Influence of genistein isoflavone on matrix metalloproteinase-2 expression in prostate cancer cells.

We investigated the expression of matrix metalloproteinase (MMP)-2 in human LNCaP and PC3 prostate cancer cell lines in response to genistein exposure. Initially we studied the phytosensitivity of the cells to genistein using the 3-(4,5-dimethylthiazol-2-yl)-2,5-diphenyltetrazolium bromide assay to determine percentage cell viability/inhibition and the terminal deoxynucleotidyl transferase-mediated fluorescein-dUTP nick end-labeling apoptosis assay to assess the type of cell death. The results revealed that genistein inhibited growth and proliferation in both PC3 (hormone-dependent) and LNCaP (hormone-independent) prostate cancer cell lines, that there was no significant difference in sensitivity to genistein between PC3 and LNCaP cells, and that the effect of genistein on the cells was dose- and time-dependent. The results also revealed that inhibition of cell growth in both PC3 and LNCaP cells was predominantly due to apoptotic cell death. These results were consistent with data in previous studies. This was followed by determination of the MMP-2 profile in response to genistein treatment.

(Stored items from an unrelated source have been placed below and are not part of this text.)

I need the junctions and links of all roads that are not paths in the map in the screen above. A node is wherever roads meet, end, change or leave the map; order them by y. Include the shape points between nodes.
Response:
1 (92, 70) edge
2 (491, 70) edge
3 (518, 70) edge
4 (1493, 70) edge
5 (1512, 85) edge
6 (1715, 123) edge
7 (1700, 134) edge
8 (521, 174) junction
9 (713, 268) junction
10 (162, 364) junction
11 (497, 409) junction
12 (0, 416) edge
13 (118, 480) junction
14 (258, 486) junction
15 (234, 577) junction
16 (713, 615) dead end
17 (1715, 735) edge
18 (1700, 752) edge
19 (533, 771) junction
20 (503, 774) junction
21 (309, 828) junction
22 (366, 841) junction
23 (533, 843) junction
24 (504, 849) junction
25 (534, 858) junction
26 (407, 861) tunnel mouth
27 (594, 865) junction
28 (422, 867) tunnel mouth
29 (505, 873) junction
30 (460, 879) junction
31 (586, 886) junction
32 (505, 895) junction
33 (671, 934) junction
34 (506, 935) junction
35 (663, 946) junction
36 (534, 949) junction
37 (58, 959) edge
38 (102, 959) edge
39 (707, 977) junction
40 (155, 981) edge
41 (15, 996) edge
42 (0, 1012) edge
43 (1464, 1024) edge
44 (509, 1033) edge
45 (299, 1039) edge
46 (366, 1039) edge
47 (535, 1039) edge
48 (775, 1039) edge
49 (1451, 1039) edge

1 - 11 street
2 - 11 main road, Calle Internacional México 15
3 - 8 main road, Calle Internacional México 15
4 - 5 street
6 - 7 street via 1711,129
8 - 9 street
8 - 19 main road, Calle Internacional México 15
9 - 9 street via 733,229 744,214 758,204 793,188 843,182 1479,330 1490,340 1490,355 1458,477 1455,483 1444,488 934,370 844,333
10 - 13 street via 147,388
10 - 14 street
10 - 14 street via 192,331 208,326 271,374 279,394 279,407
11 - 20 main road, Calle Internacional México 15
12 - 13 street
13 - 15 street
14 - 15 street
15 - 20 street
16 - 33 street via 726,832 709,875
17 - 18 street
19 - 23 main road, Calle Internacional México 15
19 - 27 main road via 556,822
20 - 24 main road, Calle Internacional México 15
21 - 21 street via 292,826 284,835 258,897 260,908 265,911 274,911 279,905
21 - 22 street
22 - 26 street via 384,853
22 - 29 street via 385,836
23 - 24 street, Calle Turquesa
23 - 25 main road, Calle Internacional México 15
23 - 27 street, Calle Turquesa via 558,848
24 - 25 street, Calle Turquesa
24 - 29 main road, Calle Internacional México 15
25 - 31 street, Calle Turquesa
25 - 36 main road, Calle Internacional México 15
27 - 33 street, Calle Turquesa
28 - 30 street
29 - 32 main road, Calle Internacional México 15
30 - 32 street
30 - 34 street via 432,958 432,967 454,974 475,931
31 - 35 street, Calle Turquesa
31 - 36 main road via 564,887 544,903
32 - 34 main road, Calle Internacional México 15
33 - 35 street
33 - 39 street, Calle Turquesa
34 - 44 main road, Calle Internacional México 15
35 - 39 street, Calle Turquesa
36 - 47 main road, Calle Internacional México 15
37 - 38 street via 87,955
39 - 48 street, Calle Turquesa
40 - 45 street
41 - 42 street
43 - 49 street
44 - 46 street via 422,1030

The results indicated a significant dose- and time-dependent inhibition of MMP-2 expression levels in both cells, with a highly significant negative correlation between MMP-2 levels and concentration of genistein. This is of phytotherapeutic significance in view of the pivotal role of MMP-2 expression in the pathogenesis of prostate cancer. Increasing expression of MMPs has been identified in many human cancers, including prostate cancer. Our findings indicate that genistein could be a potent therapeutic inhibitor of MMP-2 in line with current concepts of targeted treatment.